There is standard fare like meatball subs, rootbeer floats, funnel cake with caramel slathered all over, foot-long corndogs, burgers, and bricks of steaming curly fries as big as your head.

Also, Sweet Cheeks, a food vendor featured on the Travel Channel, is there this year, offering the following: deep-fried Twinkies and Snickers, deep-fried cheesecake, deep-fried Cap'n Crunch, deep-fried Reese's Peanut Butter Cups, deep-fried pudding, deep-fried red velvet cake, deep-fried cinnamon rolls, etc.

The only thing missing is the deep-fried insulin (thanks to for that one).

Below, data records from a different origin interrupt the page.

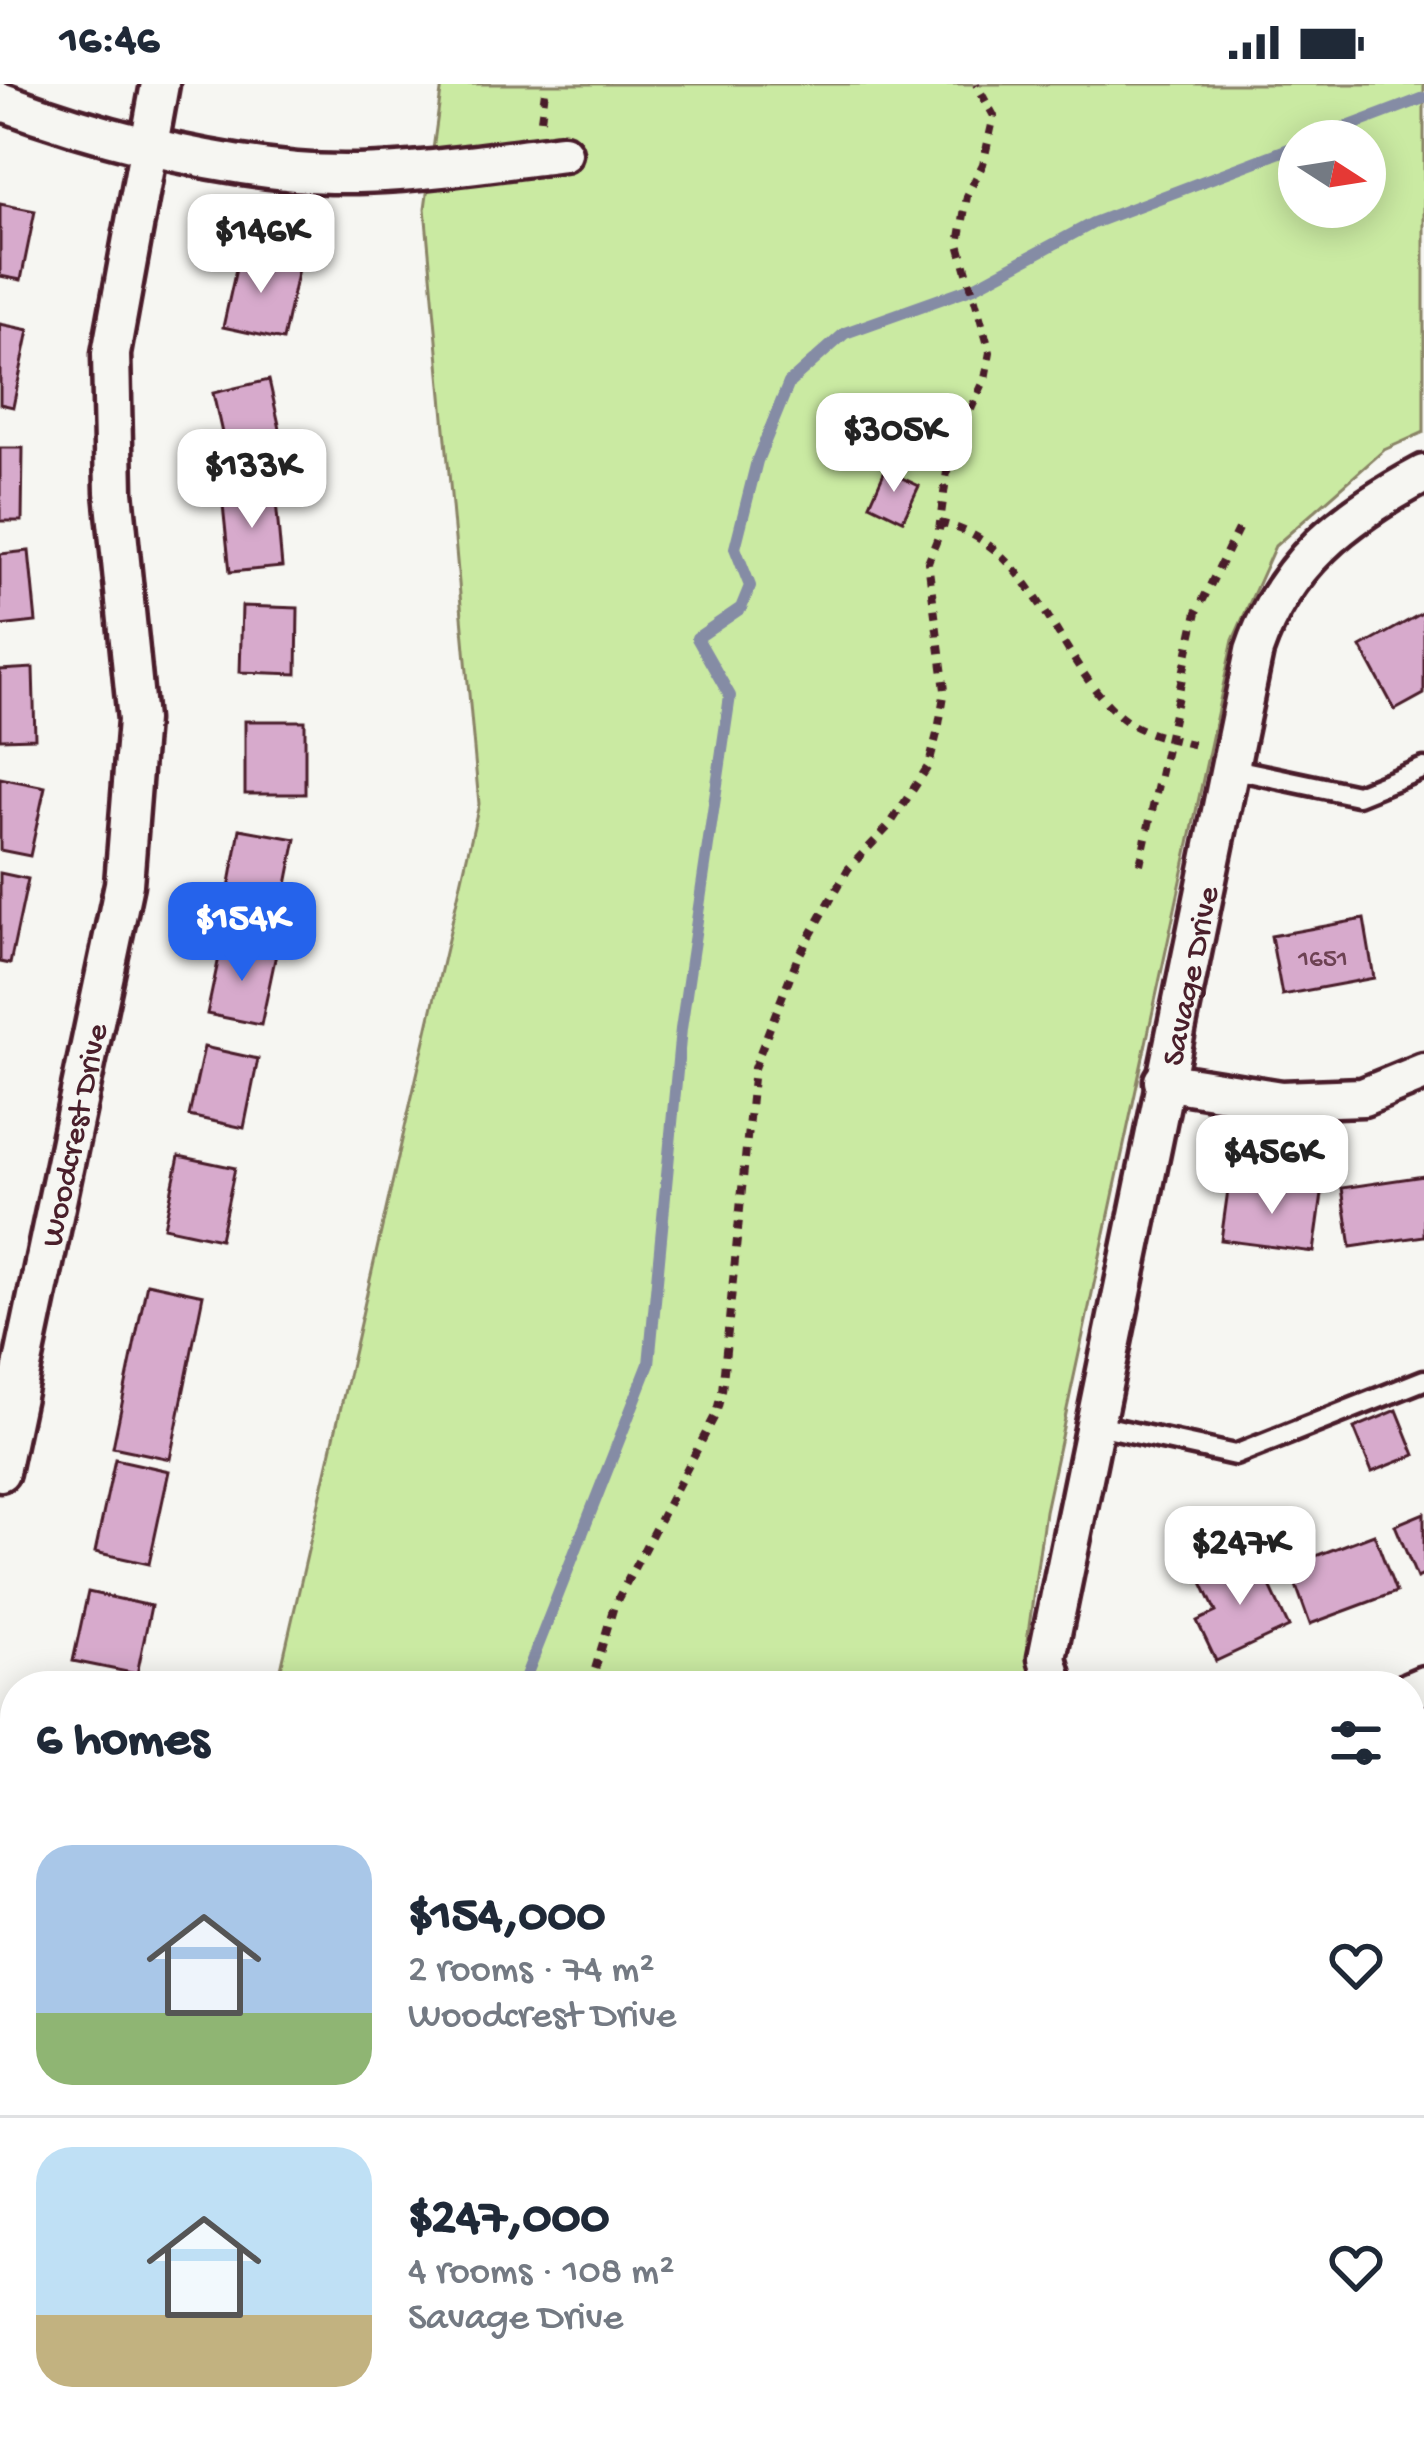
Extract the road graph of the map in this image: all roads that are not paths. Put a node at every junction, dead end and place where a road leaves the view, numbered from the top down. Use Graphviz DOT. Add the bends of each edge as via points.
graph roads {
  1 [pos="160,84"];
  2 [pos="0,101"];
  3 [pos="147,145"];
  4 [pos="562,153"];
  5 [pos="1424,474"];
  6 [pos="1230,761"];
  7 [pos="1424,768"];
  8 [pos="1424,1072"];
  9 [pos="1163,1081"];
  10 [pos="1424,1381"];
  11 [pos="1094,1424"];
  12 [pos="0,1472"];
  13 [pos="1050,1671"];
  1 -- 3 [label="street, Woodcrest Drive"];
  2 -- 3 [label="street"];
  3 -- 4 [label="street" via="297,172 391,172"];
  3 -- 12 [label="street, Woodcrest Drive" via="111,354 114,492 137,719 124,884"];
  5 -- 6 [label="street, Savage Drive" via="1356,510 1306,559 1266,615"];
  6 -- 7 [label="lane" via="1357,795"];
  6 -- 9 [label="street, Savage Drive"];
  8 -- 9 [label="street" via="1363,1097 1301,1099"];
  9 -- 11 [label="street, Savage Drive"];
  10 -- 11 [label="lane" via="1235,1455"];
  11 -- 13 [label="street, Savage Drive"];
}
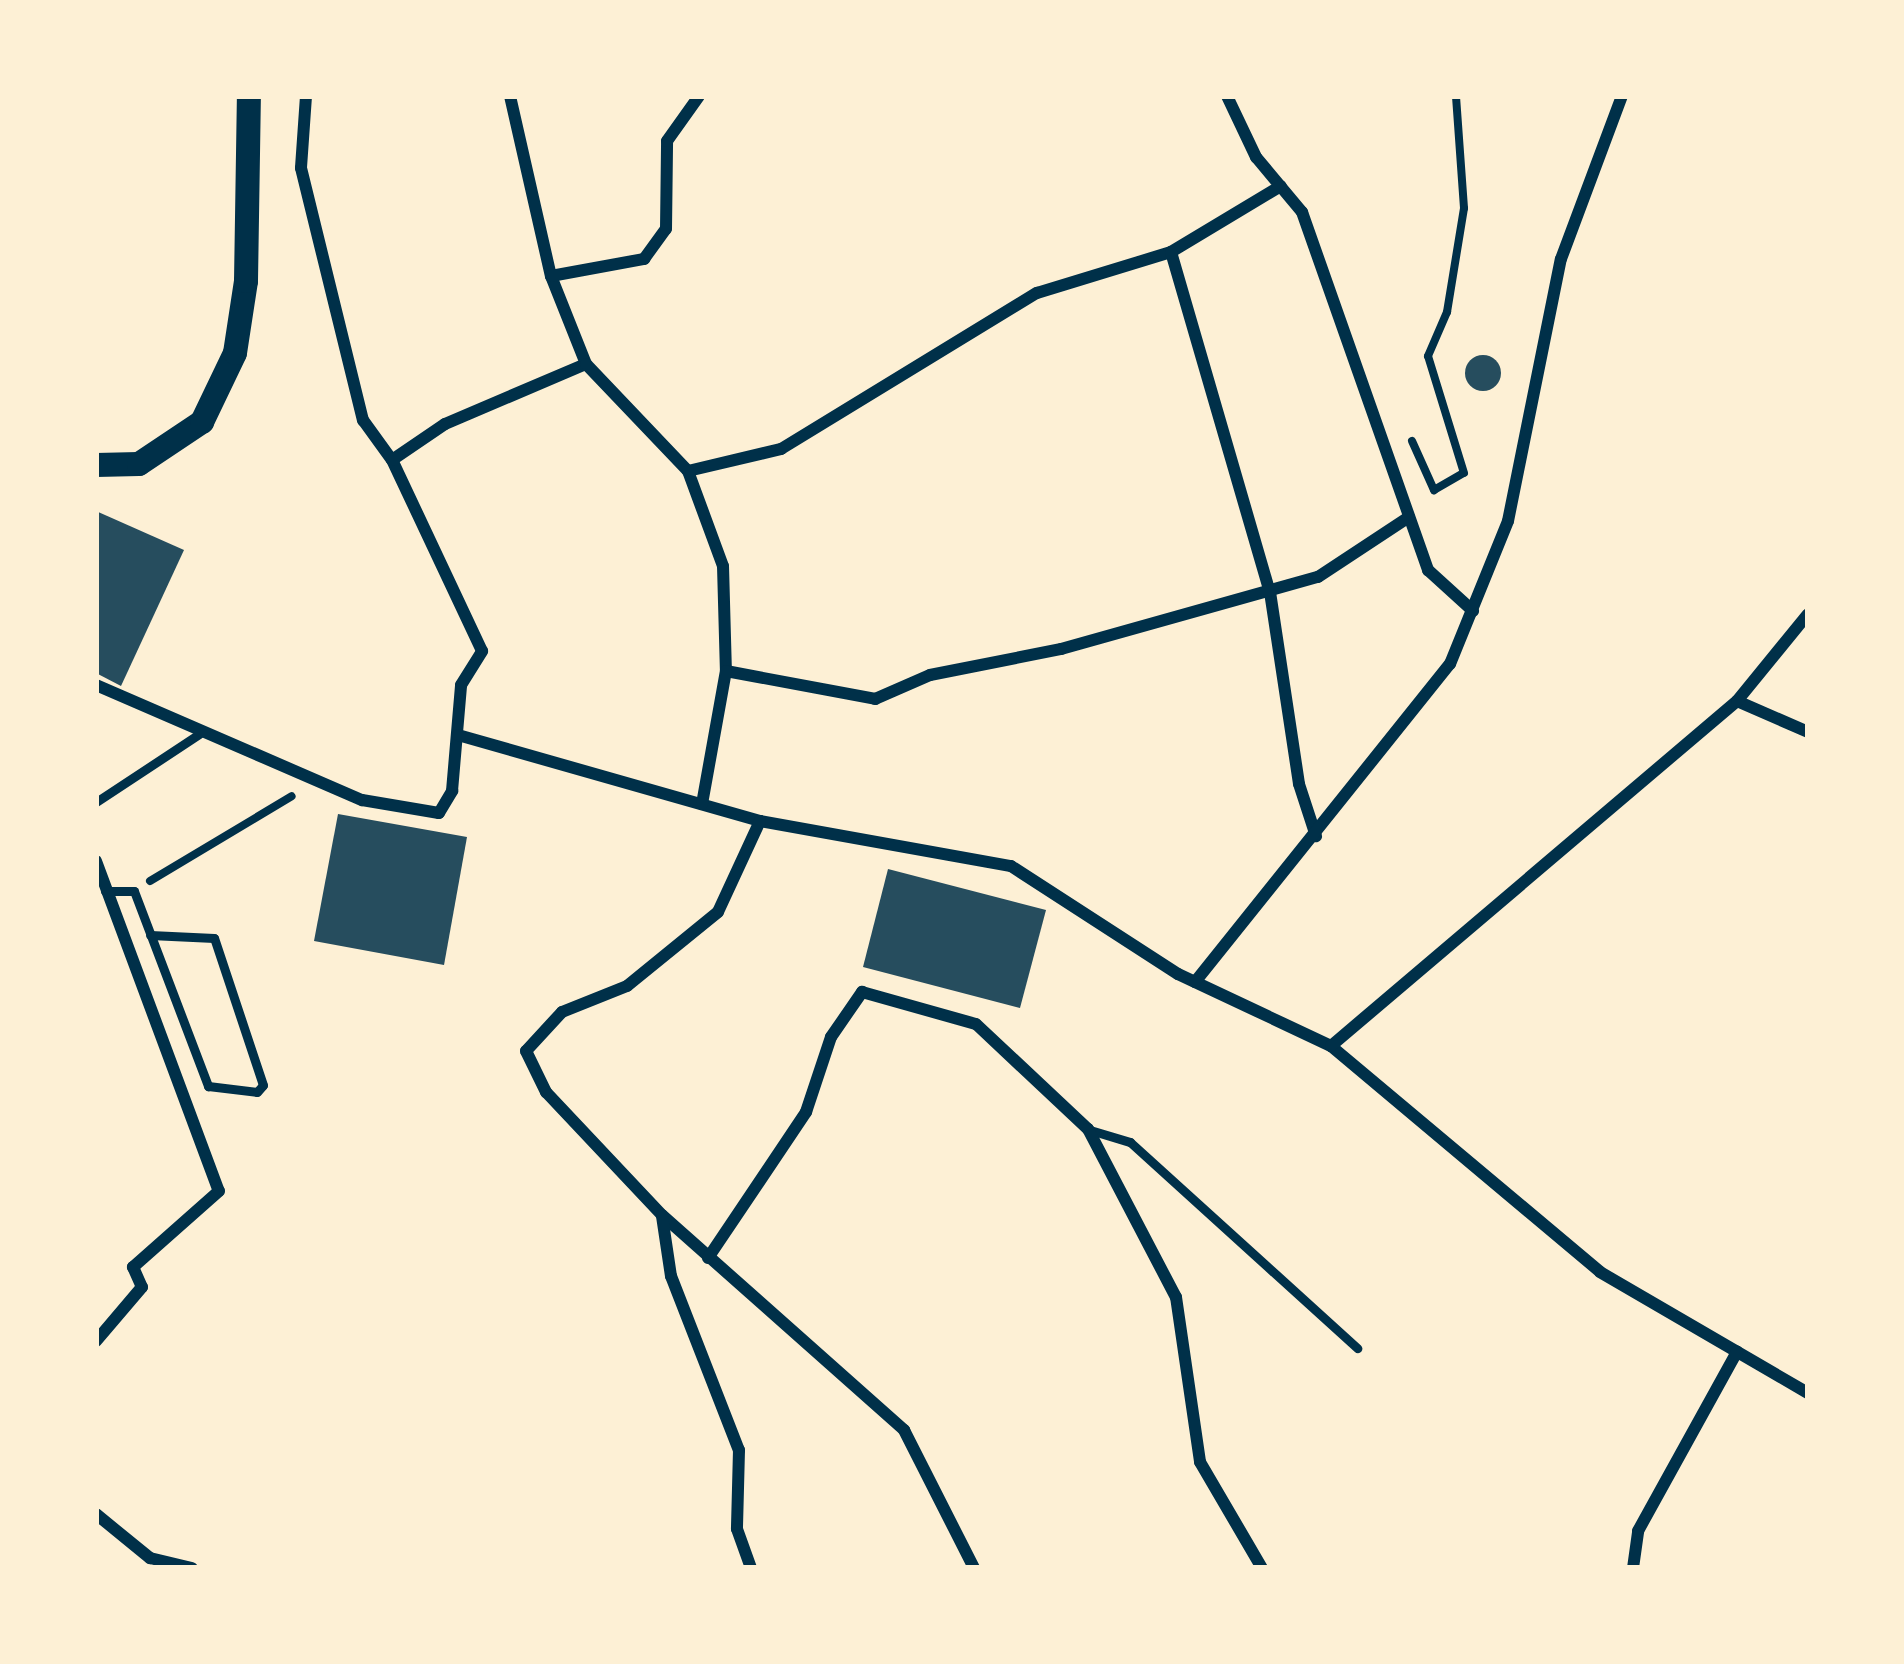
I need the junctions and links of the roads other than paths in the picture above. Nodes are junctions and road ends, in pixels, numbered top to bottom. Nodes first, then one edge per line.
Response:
1 (249, 96) edge
2 (306, 96) edge
3 (511, 96) edge
4 (699, 96) edge
5 (1227, 96) edge
6 (1622, 96) edge
7 (1281, 186) junction
8 (1172, 252) junction
9 (550, 276) junction
10 (586, 364) junction
11 (392, 460) junction
12 (96, 465) edge
13 (688, 471) junction
14 (1408, 518) junction
15 (1270, 592) junction
16 (1473, 610) junction
17 (1808, 614) edge
18 (726, 671) junction
19 (96, 686) edge
20 (1737, 701) junction
21 (1808, 732) edge
22 (199, 734) junction
23 (458, 736) junction
24 (96, 802) edge
25 (702, 804) junction
26 (760, 821) junction
27 (1316, 836) junction
28 (96, 861) edge
29 (105, 891) junction
30 (150, 935) junction
31 (1195, 982) junction
32 (1331, 1046) junction
33 (1088, 1130) junction
34 (662, 1215) junction
35 (708, 1258) junction
36 (96, 1341) edge
37 (1357, 1348) dead end
38 (1737, 1352) junction
39 (1808, 1393) edge
40 (96, 1514) edge
41 (150, 1558) junction
42 (135, 1568) edge
43 (192, 1568) edge
44 (751, 1568) edge
45 (974, 1568) edge
46 (1262, 1568) edge
47 (1633, 1568) edge

1 - 12 main road
2 - 11 street
3 - 9 street
4 - 9 street
5 - 7 street
6 - 16 street
7 - 8 street
7 - 14 street
8 - 13 street
8 - 15 street
9 - 10 street
10 - 11 street
10 - 13 street
11 - 23 street
13 - 18 street
14 - 15 street
14 - 16 street
15 - 18 street
15 - 27 street
16 - 27 street
17 - 20 street
18 - 25 street
19 - 22 street
20 - 21 street
20 - 32 street
22 - 23 street
22 - 24 lane
23 - 25 street
25 - 26 street
26 - 31 street
26 - 34 street
27 - 31 street
28 - 29 street
29 - 30 lane
29 - 36 street
30 - 30 lane
31 - 32 street
32 - 38 street
33 - 35 street
33 - 37 lane
33 - 46 street
34 - 35 street
34 - 44 street
35 - 45 street
38 - 39 street
38 - 47 street
40 - 41 street
41 - 42 street
41 - 43 street

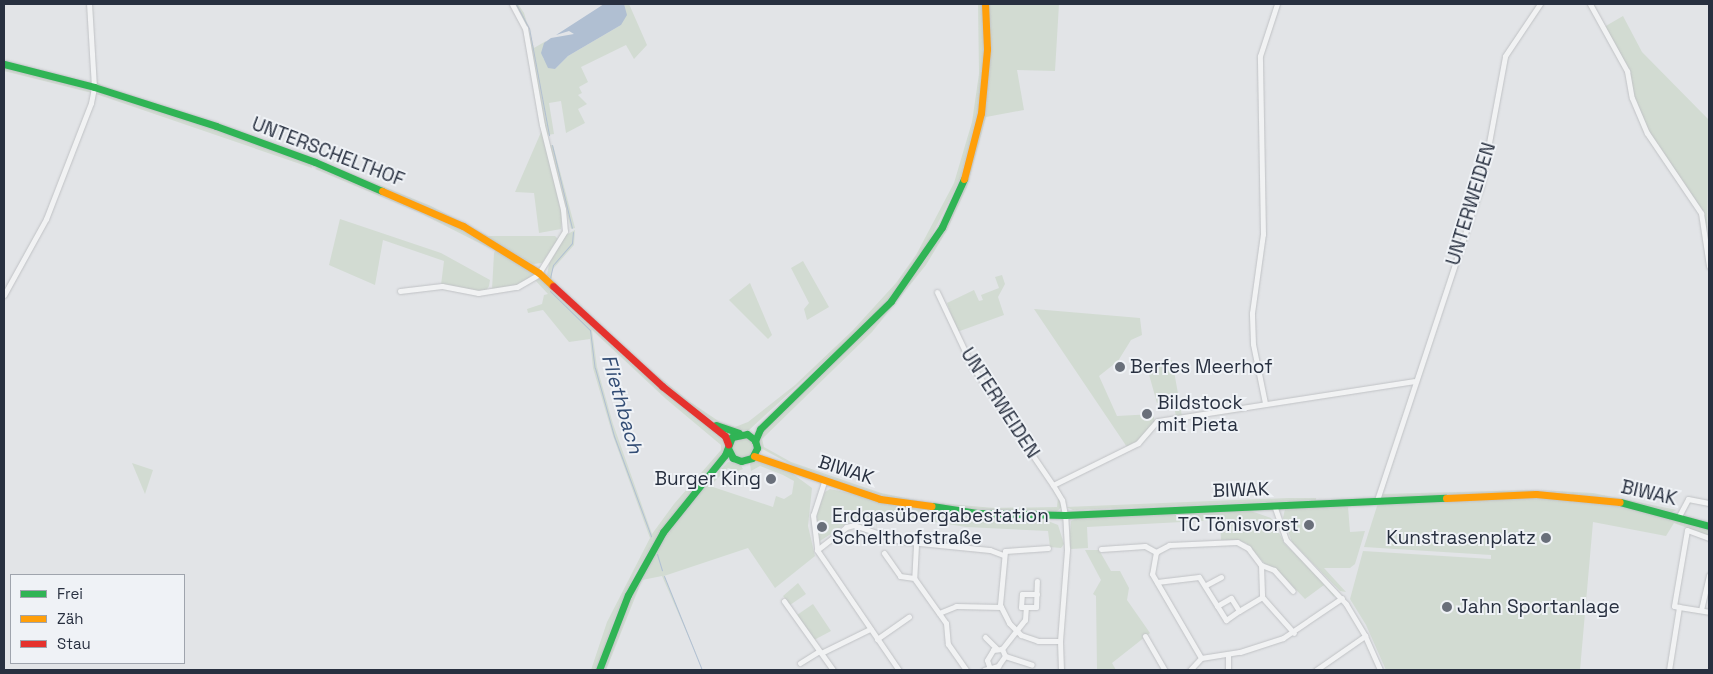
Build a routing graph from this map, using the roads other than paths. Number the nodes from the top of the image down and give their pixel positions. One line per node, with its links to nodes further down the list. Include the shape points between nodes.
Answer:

On opening day, I had the deep-fried cheesecake, which pairs nicely with a strawberry margarita — the perfect diabetes-incuding combo. I meant to take a photo, but I accidentally ate it all before I had the chance.

After you eat, you'll try to keep it all down while on the rides. They're what you'd expect: The Fire Ball, Gravitron, the Evolution bullet, Flying Bobs whirly cars, the Zillerator roller coaster and of course all the games. The childrens' rides are in a whole seprate area of the fair, which is good if you're trying to keep your little one calm, and don't want to battle all the ride-crazy teenagers.

Also back this year are the Alaskan Pig races, where fuzzy little bodies run around a track in a riot of oinking and pink skin. Children pick the one they want to root for, and scream their favorite's name during the race.

These baby pigs race for only six months and then retire, so they're all pretty high-energy, being so young. After the races, kids can get their pictures taken with the pigs, who amazingly, sit still long enough for the flash to go off.

These are at 1:30 p.m., 3:30 p.m., 5:30 p.m., and 8 p.m. For other activities, click on the daily schedule.

Oh but there is some disappointing news. Contrary to earlier reports, there Jungle George's will not be at the fair this year — this means no yak burgers, no python meat, no chocolate-covered ants.

But there does seem to be more food variety than ever, so hopefully you can find something to satisfy that adventure jones.